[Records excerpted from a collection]
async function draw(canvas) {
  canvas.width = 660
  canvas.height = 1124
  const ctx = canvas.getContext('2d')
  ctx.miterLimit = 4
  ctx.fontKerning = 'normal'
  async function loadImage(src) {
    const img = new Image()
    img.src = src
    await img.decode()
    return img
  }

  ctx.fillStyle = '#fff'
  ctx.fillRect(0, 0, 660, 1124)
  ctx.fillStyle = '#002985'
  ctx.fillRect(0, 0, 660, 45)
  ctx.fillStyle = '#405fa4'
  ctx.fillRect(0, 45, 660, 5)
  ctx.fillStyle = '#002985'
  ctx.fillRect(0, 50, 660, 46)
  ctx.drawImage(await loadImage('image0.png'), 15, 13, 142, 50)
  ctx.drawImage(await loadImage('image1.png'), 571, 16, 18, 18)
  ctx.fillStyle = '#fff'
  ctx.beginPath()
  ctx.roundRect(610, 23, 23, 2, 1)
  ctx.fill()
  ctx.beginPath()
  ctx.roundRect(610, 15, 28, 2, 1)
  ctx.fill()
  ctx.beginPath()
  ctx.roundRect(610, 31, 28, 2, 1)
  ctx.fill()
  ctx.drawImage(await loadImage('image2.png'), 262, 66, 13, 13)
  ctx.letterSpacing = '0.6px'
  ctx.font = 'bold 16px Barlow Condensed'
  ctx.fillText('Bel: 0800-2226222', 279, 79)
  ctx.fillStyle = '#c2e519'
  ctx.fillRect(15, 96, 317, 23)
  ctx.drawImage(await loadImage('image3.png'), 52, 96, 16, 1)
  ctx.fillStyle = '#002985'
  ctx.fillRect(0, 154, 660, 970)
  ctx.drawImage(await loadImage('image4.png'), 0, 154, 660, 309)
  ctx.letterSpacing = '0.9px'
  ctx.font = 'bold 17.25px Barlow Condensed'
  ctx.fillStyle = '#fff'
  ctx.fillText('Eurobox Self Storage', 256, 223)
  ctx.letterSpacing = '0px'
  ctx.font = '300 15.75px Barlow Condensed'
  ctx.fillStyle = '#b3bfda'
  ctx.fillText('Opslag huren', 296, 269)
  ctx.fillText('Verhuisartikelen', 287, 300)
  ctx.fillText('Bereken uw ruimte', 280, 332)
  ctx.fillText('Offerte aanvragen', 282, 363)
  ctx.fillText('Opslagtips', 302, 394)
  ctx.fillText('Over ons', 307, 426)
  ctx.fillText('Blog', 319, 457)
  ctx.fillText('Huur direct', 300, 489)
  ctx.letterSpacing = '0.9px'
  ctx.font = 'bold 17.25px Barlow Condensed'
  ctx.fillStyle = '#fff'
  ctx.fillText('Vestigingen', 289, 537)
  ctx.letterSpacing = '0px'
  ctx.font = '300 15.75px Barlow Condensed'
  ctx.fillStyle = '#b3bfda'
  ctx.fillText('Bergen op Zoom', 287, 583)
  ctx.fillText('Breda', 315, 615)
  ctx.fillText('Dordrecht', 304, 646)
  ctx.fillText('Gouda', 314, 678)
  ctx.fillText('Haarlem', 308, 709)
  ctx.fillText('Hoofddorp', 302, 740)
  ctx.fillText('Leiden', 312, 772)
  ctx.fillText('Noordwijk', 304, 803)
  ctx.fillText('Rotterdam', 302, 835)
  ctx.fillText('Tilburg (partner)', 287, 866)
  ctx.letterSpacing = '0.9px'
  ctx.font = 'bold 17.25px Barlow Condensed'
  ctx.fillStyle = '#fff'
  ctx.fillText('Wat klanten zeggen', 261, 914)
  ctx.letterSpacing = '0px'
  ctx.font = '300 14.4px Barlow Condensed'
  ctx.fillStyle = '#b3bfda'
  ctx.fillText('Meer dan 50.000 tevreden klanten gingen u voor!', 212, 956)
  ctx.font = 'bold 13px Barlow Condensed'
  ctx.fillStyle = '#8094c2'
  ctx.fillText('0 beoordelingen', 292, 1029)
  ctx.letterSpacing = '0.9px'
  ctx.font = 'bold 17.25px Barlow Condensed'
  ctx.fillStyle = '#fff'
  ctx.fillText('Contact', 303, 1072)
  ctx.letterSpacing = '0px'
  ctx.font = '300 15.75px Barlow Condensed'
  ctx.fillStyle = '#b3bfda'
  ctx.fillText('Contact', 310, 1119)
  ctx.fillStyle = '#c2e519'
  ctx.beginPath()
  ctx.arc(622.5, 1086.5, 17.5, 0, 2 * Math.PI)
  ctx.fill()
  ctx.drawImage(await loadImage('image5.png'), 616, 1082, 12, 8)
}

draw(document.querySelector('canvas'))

▸ EXERCISE BRIEF:
The answer must hold only the lines from the first line of the data through the line bearing "ctx.fillText('Opslag huren', 296, 269)", returned exactly.

▸ RESULT BELOW:
async function draw(canvas) {
  canvas.width = 660
  canvas.height = 1124
  const ctx = canvas.getContext('2d')
  ctx.miterLimit = 4
  ctx.fontKerning = 'normal'
  async function loadImage(src) {
    const img = new Image()
    img.src = src
    await img.decode()
    return img
  }

  ctx.fillStyle = '#fff'
  ctx.fillRect(0, 0, 660, 1124)
  ctx.fillStyle = '#002985'
  ctx.fillRect(0, 0, 660, 45)
  ctx.fillStyle = '#405fa4'
  ctx.fillRect(0, 45, 660, 5)
  ctx.fillStyle = '#002985'
  ctx.fillRect(0, 50, 660, 46)
  ctx.drawImage(await loadImage('image0.png'), 15, 13, 142, 50)
  ctx.drawImage(await loadImage('image1.png'), 571, 16, 18, 18)
  ctx.fillStyle = '#fff'
  ctx.beginPath()
  ctx.roundRect(610, 23, 23, 2, 1)
  ctx.fill()
  ctx.beginPath()
  ctx.roundRect(610, 15, 28, 2, 1)
  ctx.fill()
  ctx.beginPath()
  ctx.roundRect(610, 31, 28, 2, 1)
  ctx.fill()
  ctx.drawImage(await loadImage('image2.png'), 262, 66, 13, 13)
  ctx.letterSpacing = '0.6px'
  ctx.font = 'bold 16px Barlow Condensed'
  ctx.fillText('Bel: 0800-2226222', 279, 79)
  ctx.fillStyle = '#c2e519'
  ctx.fillRect(15, 96, 317, 23)
  ctx.drawImage(await loadImage('image3.png'), 52, 96, 16, 1)
  ctx.fillStyle = '#002985'
  ctx.fillRect(0, 154, 660, 970)
  ctx.drawImage(await loadImage('image4.png'), 0, 154, 660, 309)
  ctx.letterSpacing = '0.9px'
  ctx.font = 'bold 17.25px Barlow Condensed'
  ctx.fillStyle = '#fff'
  ctx.fillText('Eurobox Self Storage', 256, 223)
  ctx.letterSpacing = '0px'
  ctx.font = '300 15.75px Barlow Condensed'
  ctx.fillStyle = '#b3bfda'
  ctx.fillText('Opslag huren', 296, 269)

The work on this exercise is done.